Представим себе теоретическую модель государства, которое полностью оставило рынок на попечение «невидимых рук», но при этом сохранило за собой функцию управления развитием через стимулирование НТР. Иначе говоря, налоги, за исключением текущих функций жизнеобеспечения, тратятся только и исключительно на инвестиционную машинку перспективных научных исследований. Это деньги сами по себе безвозвратные, но в результате наука с известной регулярностью генерит новые знания и технологии, на которые тут же набрасывается орда шумпетеровских «инноваторов» с прыгающими в глазах цифрами будущих сверхприбылей. Эти граждане переупаковывают научные достижения в бизнес-проекты, собирают под них инвестиции другого рода, уже с частного рынка, и создают новые компании, коммерциализуя технологии в потоковом режиме. В результате экономика через какое-то время выходит на устойчивый рост, который, в свою очередь, капитализируется финансовым сектором и т.д.
Все это есть сферический конь в вакууме, по многим причинам, на которых здесь не хотелось бы заостряться.
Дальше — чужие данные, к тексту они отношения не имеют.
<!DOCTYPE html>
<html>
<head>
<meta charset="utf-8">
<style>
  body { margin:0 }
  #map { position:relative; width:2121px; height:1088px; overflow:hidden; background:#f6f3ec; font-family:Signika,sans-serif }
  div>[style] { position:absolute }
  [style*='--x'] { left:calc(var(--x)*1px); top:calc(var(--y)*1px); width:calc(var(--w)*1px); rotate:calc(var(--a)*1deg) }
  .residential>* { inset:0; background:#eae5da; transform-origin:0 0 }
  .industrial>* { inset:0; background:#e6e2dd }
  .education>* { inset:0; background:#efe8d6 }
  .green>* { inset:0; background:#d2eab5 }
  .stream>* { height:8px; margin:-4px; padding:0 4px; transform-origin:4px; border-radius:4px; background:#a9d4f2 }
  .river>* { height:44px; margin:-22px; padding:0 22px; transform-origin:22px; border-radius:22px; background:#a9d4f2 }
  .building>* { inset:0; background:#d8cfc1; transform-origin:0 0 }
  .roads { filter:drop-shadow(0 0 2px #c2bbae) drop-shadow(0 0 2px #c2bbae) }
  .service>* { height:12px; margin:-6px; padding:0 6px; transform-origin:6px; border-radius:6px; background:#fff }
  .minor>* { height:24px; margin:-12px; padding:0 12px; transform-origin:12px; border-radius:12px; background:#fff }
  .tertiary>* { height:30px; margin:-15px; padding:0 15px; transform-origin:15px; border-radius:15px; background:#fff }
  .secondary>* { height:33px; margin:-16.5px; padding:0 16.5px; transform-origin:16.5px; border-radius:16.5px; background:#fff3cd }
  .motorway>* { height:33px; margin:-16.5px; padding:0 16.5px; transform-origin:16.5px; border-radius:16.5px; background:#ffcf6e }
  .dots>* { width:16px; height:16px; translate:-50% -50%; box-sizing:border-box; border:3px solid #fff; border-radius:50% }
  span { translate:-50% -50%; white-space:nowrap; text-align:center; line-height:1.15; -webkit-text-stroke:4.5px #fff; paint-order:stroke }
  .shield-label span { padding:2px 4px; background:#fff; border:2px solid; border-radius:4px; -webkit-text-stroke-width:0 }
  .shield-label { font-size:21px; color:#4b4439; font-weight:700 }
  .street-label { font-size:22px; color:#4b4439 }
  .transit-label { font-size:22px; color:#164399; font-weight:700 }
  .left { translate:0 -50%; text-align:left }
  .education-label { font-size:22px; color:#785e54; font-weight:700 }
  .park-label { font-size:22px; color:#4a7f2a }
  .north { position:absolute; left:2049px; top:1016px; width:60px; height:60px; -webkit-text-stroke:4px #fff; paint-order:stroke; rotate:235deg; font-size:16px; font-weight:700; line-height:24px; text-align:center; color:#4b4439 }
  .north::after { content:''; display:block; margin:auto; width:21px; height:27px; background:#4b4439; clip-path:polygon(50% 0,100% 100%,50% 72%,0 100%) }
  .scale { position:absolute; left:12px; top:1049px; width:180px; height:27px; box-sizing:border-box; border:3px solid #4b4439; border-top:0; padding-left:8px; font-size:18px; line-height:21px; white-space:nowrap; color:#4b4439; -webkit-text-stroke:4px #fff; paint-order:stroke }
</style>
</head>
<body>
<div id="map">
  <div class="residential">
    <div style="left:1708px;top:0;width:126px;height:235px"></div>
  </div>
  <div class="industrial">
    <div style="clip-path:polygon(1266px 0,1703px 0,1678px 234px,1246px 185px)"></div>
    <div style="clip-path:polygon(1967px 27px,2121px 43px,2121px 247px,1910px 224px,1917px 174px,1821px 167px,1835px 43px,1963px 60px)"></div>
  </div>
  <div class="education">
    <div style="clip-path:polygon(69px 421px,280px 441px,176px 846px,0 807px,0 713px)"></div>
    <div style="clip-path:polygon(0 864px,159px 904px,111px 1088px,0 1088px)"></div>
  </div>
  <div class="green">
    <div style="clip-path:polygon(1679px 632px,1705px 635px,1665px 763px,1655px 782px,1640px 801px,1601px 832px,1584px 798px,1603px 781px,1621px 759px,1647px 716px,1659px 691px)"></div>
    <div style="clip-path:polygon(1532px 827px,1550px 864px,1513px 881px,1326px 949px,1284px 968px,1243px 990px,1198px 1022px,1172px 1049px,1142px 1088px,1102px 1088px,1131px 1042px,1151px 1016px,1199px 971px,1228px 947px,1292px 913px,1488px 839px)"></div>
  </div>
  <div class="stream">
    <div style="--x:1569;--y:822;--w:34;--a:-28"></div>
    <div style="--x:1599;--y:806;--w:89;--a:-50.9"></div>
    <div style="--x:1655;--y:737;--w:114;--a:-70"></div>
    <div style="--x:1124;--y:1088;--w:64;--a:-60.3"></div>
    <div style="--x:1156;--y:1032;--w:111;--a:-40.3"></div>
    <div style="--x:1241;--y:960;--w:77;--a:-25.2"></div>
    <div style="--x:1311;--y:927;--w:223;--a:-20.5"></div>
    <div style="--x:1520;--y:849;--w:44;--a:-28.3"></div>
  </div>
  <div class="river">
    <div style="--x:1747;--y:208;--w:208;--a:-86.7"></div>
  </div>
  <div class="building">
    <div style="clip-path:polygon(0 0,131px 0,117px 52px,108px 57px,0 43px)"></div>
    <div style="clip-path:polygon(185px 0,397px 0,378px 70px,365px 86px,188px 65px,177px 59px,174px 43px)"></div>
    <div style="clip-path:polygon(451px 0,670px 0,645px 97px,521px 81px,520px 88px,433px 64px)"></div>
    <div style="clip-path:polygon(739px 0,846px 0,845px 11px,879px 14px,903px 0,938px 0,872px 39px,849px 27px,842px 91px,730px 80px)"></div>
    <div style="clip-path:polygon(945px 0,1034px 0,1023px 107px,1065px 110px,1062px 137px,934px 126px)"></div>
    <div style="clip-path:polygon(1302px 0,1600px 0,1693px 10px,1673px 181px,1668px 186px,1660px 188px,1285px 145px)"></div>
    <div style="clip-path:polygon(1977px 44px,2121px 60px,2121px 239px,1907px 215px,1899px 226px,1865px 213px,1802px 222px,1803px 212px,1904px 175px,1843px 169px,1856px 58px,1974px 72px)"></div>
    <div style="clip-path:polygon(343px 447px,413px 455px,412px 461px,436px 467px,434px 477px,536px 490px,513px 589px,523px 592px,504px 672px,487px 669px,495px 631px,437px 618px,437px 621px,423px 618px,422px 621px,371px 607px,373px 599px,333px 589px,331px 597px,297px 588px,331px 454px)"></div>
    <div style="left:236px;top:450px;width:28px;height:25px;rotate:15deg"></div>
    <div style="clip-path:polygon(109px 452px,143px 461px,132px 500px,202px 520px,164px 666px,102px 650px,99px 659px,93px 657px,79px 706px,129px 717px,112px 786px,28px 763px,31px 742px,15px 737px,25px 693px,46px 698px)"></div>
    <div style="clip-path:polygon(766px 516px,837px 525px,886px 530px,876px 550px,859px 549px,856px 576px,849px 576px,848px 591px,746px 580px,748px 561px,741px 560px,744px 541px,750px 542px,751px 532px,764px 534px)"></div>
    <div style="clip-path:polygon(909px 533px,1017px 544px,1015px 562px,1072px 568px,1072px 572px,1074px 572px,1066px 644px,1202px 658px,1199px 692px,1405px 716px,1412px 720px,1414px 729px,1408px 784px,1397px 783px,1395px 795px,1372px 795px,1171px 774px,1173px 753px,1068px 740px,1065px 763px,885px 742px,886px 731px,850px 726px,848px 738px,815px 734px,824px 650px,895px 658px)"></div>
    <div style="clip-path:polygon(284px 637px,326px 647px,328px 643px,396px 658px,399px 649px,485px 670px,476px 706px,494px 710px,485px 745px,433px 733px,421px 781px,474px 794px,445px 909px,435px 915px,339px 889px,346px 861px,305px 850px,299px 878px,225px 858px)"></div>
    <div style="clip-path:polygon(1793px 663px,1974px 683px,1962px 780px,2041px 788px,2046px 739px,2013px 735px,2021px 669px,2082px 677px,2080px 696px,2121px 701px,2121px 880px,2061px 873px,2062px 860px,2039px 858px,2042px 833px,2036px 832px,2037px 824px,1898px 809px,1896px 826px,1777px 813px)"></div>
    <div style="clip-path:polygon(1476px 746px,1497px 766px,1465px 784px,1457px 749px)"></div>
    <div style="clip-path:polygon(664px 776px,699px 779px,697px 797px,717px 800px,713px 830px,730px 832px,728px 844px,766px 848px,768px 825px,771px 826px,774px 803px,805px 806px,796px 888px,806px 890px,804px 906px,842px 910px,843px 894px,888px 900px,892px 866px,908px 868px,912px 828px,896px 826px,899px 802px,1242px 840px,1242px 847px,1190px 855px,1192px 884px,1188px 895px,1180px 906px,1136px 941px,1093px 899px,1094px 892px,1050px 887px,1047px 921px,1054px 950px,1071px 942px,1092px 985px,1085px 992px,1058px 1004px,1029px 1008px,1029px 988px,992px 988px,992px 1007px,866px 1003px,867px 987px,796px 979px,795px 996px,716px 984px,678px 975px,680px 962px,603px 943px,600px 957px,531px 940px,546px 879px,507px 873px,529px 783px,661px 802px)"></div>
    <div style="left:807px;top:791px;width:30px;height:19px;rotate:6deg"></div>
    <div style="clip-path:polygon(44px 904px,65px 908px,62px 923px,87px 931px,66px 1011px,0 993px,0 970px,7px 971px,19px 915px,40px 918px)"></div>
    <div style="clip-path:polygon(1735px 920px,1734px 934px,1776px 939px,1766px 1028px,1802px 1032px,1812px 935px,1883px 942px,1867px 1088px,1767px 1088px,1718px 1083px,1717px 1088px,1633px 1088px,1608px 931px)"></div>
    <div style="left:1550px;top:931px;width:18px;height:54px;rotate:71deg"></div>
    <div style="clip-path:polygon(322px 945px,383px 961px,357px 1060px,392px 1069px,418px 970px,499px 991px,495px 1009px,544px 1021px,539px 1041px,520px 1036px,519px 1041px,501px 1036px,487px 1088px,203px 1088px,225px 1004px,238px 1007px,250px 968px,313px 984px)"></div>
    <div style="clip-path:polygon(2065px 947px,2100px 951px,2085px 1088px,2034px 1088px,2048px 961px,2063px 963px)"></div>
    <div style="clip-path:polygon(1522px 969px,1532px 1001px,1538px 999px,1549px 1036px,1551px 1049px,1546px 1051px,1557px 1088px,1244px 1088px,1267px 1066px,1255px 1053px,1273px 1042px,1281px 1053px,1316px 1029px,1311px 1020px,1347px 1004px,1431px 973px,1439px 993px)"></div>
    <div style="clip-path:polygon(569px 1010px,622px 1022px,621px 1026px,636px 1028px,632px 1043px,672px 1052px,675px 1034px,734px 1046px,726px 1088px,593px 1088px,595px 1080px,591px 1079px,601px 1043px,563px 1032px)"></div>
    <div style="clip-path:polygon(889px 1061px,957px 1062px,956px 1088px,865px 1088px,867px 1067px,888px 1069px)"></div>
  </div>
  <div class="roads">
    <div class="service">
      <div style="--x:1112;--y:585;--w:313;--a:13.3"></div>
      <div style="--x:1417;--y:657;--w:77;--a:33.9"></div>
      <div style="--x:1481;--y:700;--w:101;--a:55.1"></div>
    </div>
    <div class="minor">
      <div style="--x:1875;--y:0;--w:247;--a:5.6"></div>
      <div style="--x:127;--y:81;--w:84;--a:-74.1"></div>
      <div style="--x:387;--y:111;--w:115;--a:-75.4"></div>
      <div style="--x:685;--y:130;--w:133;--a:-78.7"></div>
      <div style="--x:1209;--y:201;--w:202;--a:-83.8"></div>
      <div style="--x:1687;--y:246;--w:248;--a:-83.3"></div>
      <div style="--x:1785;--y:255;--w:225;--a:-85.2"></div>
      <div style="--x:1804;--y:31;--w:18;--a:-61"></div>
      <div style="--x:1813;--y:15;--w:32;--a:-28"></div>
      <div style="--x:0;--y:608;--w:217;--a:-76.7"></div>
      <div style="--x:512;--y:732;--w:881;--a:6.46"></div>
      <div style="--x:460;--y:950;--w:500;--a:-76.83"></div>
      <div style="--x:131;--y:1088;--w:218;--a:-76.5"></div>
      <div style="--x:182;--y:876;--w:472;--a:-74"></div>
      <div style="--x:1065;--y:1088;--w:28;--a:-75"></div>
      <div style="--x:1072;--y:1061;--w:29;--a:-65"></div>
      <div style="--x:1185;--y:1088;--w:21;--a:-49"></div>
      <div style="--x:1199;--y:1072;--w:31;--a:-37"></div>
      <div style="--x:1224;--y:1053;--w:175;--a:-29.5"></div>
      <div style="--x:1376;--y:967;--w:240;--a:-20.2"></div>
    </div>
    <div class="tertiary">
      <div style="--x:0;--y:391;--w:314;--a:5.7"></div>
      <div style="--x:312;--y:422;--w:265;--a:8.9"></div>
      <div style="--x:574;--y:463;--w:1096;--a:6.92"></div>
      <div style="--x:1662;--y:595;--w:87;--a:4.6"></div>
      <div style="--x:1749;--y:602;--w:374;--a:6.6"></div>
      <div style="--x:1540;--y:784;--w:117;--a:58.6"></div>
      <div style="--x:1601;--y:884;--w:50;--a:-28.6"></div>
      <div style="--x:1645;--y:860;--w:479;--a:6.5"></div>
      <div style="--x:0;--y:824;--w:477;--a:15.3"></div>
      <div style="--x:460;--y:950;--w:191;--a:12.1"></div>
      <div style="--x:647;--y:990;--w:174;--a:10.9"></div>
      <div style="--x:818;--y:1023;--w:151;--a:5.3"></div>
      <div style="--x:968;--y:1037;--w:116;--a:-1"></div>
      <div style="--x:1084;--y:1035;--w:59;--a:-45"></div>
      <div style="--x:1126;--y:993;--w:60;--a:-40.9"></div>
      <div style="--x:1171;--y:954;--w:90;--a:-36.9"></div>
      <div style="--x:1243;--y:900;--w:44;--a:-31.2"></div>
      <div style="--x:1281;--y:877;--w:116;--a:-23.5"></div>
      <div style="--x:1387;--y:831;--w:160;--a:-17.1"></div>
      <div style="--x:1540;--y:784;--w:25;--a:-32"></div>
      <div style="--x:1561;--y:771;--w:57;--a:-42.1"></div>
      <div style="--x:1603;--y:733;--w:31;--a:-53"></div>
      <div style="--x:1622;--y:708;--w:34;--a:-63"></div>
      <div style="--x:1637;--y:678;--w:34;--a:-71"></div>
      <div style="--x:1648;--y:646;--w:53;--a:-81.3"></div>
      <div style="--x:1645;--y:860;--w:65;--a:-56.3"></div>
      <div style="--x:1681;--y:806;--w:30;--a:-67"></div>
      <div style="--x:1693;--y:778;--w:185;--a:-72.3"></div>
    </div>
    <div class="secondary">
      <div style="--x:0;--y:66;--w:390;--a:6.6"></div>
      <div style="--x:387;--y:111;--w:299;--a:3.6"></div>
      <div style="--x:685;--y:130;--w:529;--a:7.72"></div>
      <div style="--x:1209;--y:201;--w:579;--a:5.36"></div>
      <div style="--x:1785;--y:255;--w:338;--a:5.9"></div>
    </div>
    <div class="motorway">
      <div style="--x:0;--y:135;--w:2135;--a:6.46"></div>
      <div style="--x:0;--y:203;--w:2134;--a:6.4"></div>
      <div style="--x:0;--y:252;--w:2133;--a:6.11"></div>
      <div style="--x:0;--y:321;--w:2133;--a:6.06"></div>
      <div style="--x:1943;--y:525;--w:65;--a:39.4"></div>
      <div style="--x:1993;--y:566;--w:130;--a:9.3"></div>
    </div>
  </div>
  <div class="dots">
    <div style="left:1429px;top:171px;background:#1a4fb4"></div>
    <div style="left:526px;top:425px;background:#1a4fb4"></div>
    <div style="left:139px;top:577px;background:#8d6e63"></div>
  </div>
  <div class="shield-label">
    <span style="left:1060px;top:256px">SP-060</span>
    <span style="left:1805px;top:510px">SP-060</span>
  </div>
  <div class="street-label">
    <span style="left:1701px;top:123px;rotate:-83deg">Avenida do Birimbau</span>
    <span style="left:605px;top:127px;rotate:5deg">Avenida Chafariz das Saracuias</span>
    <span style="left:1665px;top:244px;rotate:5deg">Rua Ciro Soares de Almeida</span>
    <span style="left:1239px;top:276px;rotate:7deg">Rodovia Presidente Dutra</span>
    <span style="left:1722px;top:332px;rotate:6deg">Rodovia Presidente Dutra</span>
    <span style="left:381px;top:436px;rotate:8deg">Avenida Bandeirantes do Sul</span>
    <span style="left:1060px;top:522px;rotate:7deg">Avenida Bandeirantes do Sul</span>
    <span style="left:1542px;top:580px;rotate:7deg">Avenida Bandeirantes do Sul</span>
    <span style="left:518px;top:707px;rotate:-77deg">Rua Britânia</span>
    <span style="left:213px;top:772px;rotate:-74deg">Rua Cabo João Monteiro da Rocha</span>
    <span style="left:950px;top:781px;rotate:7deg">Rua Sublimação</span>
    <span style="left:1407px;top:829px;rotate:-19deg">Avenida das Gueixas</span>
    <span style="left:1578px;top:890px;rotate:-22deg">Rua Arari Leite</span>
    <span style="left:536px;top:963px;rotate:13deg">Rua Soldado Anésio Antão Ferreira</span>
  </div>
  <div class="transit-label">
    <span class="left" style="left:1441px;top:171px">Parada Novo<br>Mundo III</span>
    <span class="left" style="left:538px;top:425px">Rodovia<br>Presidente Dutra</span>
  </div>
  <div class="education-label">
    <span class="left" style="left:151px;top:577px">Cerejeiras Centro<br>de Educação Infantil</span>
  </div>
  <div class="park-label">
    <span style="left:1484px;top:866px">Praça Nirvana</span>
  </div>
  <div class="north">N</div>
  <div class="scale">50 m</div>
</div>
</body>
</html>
Модель важна для другого: в ней непротиворечивым образом сочетаются план (по которому работает госмашина НТР) и рынок (спускающий результаты ее работы на уровень обмена и там их монетизирующий). Иными словами, варианты сочетания того и другого возможны самые разные, и, судя по всему, самое время о них задуматься.
Санкции хороши тем, что они задают рамку — какую ни есть жесткую. Культурным ответом на них должен стать набор показателей, на которые мы можем выйти за гипотетический период их действия — предположим, он будет достаточно долгим.
Работа под санкциями — это работа с дефицитами; в эпоху, удачно названную Age of Access, речь идет главным образом о дефицитах уровней доступа — к тем или иным ресурсам (финансы, рынки, технологии, коммуникативные каналы), которые используются другими как конкурентное преимущество на глобальном рынке. Дефициты означают появление и/или усиление распределительных механизмов — вместо обменных, которыми обходились до этих пор.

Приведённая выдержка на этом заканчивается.